Task directions — Keep only the lines of the data below that contain "George", and copy them.

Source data
··········

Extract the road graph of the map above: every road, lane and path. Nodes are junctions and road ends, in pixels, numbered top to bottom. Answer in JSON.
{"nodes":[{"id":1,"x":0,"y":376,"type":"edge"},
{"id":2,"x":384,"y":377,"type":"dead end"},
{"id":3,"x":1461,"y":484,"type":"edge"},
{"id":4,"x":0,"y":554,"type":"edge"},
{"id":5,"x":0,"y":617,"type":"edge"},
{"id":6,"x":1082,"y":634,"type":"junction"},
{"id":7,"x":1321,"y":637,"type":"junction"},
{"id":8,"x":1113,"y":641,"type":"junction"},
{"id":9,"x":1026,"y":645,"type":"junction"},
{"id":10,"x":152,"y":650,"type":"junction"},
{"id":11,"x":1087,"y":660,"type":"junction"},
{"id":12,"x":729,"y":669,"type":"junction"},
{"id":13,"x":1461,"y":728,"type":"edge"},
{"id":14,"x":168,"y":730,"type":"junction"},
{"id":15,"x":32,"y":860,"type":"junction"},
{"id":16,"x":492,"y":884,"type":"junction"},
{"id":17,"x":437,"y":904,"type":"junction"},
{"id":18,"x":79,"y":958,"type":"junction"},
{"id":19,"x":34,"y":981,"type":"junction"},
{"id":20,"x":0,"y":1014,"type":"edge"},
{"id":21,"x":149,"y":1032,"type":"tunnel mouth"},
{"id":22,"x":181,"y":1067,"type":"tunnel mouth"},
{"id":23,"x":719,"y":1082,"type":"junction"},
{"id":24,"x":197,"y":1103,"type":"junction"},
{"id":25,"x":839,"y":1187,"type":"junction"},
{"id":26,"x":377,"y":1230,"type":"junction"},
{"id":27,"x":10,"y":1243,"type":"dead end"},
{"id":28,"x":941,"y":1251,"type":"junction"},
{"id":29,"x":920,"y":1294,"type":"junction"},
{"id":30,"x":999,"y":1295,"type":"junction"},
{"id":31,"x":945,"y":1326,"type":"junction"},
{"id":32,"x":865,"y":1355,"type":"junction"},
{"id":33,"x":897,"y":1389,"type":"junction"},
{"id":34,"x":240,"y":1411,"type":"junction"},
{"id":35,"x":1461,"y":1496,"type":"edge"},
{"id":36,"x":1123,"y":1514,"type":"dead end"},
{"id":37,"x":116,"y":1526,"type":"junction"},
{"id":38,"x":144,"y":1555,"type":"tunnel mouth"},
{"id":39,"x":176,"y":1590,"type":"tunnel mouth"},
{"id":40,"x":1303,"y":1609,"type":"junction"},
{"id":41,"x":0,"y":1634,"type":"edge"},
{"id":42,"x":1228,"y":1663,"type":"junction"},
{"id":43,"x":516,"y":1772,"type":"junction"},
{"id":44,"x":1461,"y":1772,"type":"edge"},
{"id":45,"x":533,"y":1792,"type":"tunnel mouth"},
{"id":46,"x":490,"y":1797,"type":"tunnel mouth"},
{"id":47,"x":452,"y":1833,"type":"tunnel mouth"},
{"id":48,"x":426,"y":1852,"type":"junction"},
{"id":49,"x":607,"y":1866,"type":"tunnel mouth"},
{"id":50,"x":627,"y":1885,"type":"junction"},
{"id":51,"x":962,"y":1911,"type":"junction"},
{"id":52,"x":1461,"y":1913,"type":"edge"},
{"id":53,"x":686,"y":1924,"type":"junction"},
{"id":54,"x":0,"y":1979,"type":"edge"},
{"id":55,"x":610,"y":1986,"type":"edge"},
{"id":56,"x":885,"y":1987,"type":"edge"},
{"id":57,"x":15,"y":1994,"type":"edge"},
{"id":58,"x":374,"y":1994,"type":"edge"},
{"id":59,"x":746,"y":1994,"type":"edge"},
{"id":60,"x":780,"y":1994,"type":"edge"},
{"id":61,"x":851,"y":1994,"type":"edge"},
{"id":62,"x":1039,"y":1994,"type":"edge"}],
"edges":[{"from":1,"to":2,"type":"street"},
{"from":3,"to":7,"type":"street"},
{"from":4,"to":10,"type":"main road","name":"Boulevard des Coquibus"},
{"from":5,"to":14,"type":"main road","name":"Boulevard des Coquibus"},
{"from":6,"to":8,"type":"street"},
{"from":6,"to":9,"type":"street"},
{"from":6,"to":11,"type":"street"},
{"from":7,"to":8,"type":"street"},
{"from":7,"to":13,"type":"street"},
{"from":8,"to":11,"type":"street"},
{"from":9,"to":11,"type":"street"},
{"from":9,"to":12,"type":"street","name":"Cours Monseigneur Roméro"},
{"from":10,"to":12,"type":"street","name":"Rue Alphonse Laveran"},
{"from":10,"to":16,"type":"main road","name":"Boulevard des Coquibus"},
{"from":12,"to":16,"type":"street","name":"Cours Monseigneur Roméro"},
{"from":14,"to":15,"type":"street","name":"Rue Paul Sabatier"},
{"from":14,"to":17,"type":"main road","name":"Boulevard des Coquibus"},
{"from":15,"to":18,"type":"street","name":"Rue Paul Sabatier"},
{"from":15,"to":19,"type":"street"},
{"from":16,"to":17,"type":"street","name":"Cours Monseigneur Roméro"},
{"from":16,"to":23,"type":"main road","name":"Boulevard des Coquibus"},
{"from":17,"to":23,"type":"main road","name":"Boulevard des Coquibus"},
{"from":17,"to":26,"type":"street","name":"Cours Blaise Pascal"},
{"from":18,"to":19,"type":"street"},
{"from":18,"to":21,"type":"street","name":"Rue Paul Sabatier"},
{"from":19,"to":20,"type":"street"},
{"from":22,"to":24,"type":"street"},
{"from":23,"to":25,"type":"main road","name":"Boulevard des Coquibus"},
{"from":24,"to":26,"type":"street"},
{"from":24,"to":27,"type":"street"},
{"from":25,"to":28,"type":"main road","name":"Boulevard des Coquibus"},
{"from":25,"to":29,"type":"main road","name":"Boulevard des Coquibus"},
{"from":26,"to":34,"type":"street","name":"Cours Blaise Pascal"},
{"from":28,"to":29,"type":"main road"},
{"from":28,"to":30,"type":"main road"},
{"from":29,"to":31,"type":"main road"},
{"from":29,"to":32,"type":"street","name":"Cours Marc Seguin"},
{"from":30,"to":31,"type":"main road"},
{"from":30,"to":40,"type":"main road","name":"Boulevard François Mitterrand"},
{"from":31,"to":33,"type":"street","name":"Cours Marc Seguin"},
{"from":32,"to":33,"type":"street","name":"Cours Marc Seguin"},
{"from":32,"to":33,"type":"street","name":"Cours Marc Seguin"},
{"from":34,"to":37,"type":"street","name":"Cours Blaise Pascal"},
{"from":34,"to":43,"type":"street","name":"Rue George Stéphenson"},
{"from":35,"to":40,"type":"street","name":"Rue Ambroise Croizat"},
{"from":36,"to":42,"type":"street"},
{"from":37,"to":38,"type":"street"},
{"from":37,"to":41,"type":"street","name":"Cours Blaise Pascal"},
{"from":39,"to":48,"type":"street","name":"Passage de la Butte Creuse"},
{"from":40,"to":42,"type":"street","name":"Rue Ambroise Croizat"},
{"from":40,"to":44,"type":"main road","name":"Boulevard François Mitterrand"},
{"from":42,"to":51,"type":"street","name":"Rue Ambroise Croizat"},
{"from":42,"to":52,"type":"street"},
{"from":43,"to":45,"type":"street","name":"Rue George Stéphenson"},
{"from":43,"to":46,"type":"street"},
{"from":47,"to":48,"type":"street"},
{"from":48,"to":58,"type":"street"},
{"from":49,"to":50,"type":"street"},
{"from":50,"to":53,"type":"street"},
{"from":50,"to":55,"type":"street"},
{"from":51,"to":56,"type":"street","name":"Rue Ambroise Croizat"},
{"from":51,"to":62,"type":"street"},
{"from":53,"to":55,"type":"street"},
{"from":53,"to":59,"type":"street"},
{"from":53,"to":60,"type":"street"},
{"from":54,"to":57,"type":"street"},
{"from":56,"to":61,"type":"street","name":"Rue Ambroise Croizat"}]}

··········

Reply —
{"from":34,"to":43,"type":"street","name":"Rue George Stéphenson"},
{"from":43,"to":45,"type":"street","name":"Rue George Stéphenson"},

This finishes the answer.